● INPUT DATA:
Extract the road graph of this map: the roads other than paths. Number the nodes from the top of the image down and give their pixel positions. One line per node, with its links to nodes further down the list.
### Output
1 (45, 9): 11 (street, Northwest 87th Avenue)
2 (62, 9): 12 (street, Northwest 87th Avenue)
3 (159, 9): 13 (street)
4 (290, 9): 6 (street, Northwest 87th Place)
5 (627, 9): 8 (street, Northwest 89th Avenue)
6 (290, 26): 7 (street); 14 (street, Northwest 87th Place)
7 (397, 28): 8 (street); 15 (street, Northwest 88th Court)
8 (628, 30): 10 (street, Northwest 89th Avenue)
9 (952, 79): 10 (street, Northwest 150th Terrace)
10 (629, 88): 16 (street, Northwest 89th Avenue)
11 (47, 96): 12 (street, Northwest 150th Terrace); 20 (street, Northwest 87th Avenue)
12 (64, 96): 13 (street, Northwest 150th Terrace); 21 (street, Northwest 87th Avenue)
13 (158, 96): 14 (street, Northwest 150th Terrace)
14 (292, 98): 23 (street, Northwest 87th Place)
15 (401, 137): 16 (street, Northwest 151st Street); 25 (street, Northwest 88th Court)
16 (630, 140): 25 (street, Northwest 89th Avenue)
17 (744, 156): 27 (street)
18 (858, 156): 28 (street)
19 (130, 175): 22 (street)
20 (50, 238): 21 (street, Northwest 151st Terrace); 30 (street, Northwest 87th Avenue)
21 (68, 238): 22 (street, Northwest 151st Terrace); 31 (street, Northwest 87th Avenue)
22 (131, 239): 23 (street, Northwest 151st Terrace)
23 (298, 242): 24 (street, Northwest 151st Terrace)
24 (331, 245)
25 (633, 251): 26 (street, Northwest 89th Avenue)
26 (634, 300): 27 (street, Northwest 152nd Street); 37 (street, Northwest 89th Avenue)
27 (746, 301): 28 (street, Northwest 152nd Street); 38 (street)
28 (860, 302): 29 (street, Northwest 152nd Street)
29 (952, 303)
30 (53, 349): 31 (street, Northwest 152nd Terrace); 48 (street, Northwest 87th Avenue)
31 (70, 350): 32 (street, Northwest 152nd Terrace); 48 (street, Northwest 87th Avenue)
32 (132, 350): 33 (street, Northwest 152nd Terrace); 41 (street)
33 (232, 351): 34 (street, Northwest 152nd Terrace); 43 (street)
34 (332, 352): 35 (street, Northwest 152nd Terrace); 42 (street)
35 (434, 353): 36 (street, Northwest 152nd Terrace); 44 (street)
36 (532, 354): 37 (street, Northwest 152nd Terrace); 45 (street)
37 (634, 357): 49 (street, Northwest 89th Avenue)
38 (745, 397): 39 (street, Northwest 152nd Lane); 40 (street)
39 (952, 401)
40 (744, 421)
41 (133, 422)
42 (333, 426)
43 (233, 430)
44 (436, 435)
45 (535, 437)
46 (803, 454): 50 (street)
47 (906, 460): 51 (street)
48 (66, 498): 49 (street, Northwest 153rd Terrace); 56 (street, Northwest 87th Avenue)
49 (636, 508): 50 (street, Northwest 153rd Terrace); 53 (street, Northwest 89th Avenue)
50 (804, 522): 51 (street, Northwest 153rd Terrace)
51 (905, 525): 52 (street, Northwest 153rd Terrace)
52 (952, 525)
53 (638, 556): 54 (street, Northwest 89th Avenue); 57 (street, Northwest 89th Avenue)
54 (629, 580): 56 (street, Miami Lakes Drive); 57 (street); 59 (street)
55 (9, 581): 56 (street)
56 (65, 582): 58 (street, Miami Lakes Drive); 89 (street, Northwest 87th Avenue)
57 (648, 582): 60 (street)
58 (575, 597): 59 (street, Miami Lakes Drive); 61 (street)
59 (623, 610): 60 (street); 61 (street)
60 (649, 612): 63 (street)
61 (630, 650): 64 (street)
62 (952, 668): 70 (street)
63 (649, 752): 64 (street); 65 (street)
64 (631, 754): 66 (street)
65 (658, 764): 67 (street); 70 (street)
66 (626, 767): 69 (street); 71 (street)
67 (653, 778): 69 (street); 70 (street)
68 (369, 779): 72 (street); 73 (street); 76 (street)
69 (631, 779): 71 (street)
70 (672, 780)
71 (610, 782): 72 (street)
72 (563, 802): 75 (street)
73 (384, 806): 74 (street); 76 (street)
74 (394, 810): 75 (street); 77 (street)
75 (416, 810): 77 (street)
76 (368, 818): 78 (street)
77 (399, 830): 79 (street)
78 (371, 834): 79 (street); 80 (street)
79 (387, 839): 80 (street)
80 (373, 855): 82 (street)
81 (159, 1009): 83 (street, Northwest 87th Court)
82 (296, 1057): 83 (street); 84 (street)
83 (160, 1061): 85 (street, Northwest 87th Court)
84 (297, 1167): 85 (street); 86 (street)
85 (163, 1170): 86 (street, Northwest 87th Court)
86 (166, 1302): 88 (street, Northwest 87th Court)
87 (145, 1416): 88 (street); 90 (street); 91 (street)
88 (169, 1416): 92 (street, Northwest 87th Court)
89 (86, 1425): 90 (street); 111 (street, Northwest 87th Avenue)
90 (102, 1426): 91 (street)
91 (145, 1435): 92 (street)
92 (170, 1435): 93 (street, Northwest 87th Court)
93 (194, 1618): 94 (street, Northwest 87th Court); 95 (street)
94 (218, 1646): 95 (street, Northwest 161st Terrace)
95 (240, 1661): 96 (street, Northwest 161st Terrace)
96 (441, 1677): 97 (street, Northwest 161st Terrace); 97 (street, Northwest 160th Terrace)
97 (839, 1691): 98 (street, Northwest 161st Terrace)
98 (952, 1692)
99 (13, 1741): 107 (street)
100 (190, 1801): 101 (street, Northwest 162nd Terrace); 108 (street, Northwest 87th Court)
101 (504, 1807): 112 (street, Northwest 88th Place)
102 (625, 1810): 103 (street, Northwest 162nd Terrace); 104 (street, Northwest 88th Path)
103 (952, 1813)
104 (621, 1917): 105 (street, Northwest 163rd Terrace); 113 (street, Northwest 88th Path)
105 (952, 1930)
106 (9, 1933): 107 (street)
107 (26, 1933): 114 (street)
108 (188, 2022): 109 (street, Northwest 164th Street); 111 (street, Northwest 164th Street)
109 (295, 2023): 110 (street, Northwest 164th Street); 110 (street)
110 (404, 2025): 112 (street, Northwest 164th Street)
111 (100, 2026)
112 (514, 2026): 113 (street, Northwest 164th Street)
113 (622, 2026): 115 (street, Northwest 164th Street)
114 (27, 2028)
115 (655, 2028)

● YOUR GOAL: Your task is to retype the records above exactly.

● RESPONSE TO THIS EXERCISE:
Extract the road graph of this map: the roads other than paths. Number the nodes from the top of the image down and give their pixel positions. One line per node, with its links to nodes further down the list.
### Output
1 (45, 9): 11 (street, Northwest 87th Avenue)
2 (62, 9): 12 (street, Northwest 87th Avenue)
3 (159, 9): 13 (street)
4 (290, 9): 6 (street, Northwest 87th Place)
5 (627, 9): 8 (street, Northwest 89th Avenue)
6 (290, 26): 7 (street); 14 (street, Northwest 87th Place)
7 (397, 28): 8 (street); 15 (street, Northwest 88th Court)
8 (628, 30): 10 (street, Northwest 89th Avenue)
9 (952, 79): 10 (street, Northwest 150th Terrace)
10 (629, 88): 16 (street, Northwest 89th Avenue)
11 (47, 96): 12 (street, Northwest 150th Terrace); 20 (street, Northwest 87th Avenue)
12 (64, 96): 13 (street, Northwest 150th Terrace); 21 (street, Northwest 87th Avenue)
13 (158, 96): 14 (street, Northwest 150th Terrace)
14 (292, 98): 23 (street, Northwest 87th Place)
15 (401, 137): 16 (street, Northwest 151st Street); 25 (street, Northwest 88th Court)
16 (630, 140): 25 (street, Northwest 89th Avenue)
17 (744, 156): 27 (street)
18 (858, 156): 28 (street)
19 (130, 175): 22 (street)
20 (50, 238): 21 (street, Northwest 151st Terrace); 30 (street, Northwest 87th Avenue)
21 (68, 238): 22 (street, Northwest 151st Terrace); 31 (street, Northwest 87th Avenue)
22 (131, 239): 23 (street, Northwest 151st Terrace)
23 (298, 242): 24 (street, Northwest 151st Terrace)
24 (331, 245)
25 (633, 251): 26 (street, Northwest 89th Avenue)
26 (634, 300): 27 (street, Northwest 152nd Street); 37 (street, Northwest 89th Avenue)
27 (746, 301): 28 (street, Northwest 152nd Street); 38 (street)
28 (860, 302): 29 (street, Northwest 152nd Street)
29 (952, 303)
30 (53, 349): 31 (street, Northwest 152nd Terrace); 48 (street, Northwest 87th Avenue)
31 (70, 350): 32 (street, Northwest 152nd Terrace); 48 (street, Northwest 87th Avenue)
32 (132, 350): 33 (street, Northwest 152nd Terrace); 41 (street)
33 (232, 351): 34 (street, Northwest 152nd Terrace); 43 (street)
34 (332, 352): 35 (street, Northwest 152nd Terrace); 42 (street)
35 (434, 353): 36 (street, Northwest 152nd Terrace); 44 (street)
36 (532, 354): 37 (street, Northwest 152nd Terrace); 45 (street)
37 (634, 357): 49 (street, Northwest 89th Avenue)
38 (745, 397): 39 (street, Northwest 152nd Lane); 40 (street)
39 (952, 401)
40 (744, 421)
41 (133, 422)
42 (333, 426)
43 (233, 430)
44 (436, 435)
45 (535, 437)
46 (803, 454): 50 (street)
47 (906, 460): 51 (street)
48 (66, 498): 49 (street, Northwest 153rd Terrace); 56 (street, Northwest 87th Avenue)
49 (636, 508): 50 (street, Northwest 153rd Terrace); 53 (street, Northwest 89th Avenue)
50 (804, 522): 51 (street, Northwest 153rd Terrace)
51 (905, 525): 52 (street, Northwest 153rd Terrace)
52 (952, 525)
53 (638, 556): 54 (street, Northwest 89th Avenue); 57 (street, Northwest 89th Avenue)
54 (629, 580): 56 (street, Miami Lakes Drive); 57 (street); 59 (street)
55 (9, 581): 56 (street)
56 (65, 582): 58 (street, Miami Lakes Drive); 89 (street, Northwest 87th Avenue)
57 (648, 582): 60 (street)
58 (575, 597): 59 (street, Miami Lakes Drive); 61 (street)
59 (623, 610): 60 (street); 61 (street)
60 (649, 612): 63 (street)
61 (630, 650): 64 (street)
62 (952, 668): 70 (street)
63 (649, 752): 64 (street); 65 (street)
64 (631, 754): 66 (street)
65 (658, 764): 67 (street); 70 (street)
66 (626, 767): 69 (street); 71 (street)
67 (653, 778): 69 (street); 70 (street)
68 (369, 779): 72 (street); 73 (street); 76 (street)
69 (631, 779): 71 (street)
70 (672, 780)
71 (610, 782): 72 (street)
72 (563, 802): 75 (street)
73 (384, 806): 74 (street); 76 (street)
74 (394, 810): 75 (street); 77 (street)
75 (416, 810): 77 (street)
76 (368, 818): 78 (street)
77 (399, 830): 79 (street)
78 (371, 834): 79 (street); 80 (street)
79 (387, 839): 80 (street)
80 (373, 855): 82 (street)
81 (159, 1009): 83 (street, Northwest 87th Court)
82 (296, 1057): 83 (street); 84 (street)
83 (160, 1061): 85 (street, Northwest 87th Court)
84 (297, 1167): 85 (street); 86 (street)
85 (163, 1170): 86 (street, Northwest 87th Court)
86 (166, 1302): 88 (street, Northwest 87th Court)
87 (145, 1416): 88 (street); 90 (street); 91 (street)
88 (169, 1416): 92 (street, Northwest 87th Court)
89 (86, 1425): 90 (street); 111 (street, Northwest 87th Avenue)
90 (102, 1426): 91 (street)
91 (145, 1435): 92 (street)
92 (170, 1435): 93 (street, Northwest 87th Court)
93 (194, 1618): 94 (street, Northwest 87th Court); 95 (street)
94 (218, 1646): 95 (street, Northwest 161st Terrace)
95 (240, 1661): 96 (street, Northwest 161st Terrace)
96 (441, 1677): 97 (street, Northwest 161st Terrace); 97 (street, Northwest 160th Terrace)
97 (839, 1691): 98 (street, Northwest 161st Terrace)
98 (952, 1692)
99 (13, 1741): 107 (street)
100 (190, 1801): 101 (street, Northwest 162nd Terrace); 108 (street, Northwest 87th Court)
101 (504, 1807): 112 (street, Northwest 88th Place)
102 (625, 1810): 103 (street, Northwest 162nd Terrace); 104 (street, Northwest 88th Path)
103 (952, 1813)
104 (621, 1917): 105 (street, Northwest 163rd Terrace); 113 (street, Northwest 88th Path)
105 (952, 1930)
106 (9, 1933): 107 (street)
107 (26, 1933): 114 (street)
108 (188, 2022): 109 (street, Northwest 164th Street); 111 (street, Northwest 164th Street)
109 (295, 2023): 110 (street, Northwest 164th Street); 110 (street)
110 (404, 2025): 112 (street, Northwest 164th Street)
111 (100, 2026)
112 (514, 2026): 113 (street, Northwest 164th Street)
113 (622, 2026): 115 (street, Northwest 164th Street)
114 (27, 2028)
115 (655, 2028)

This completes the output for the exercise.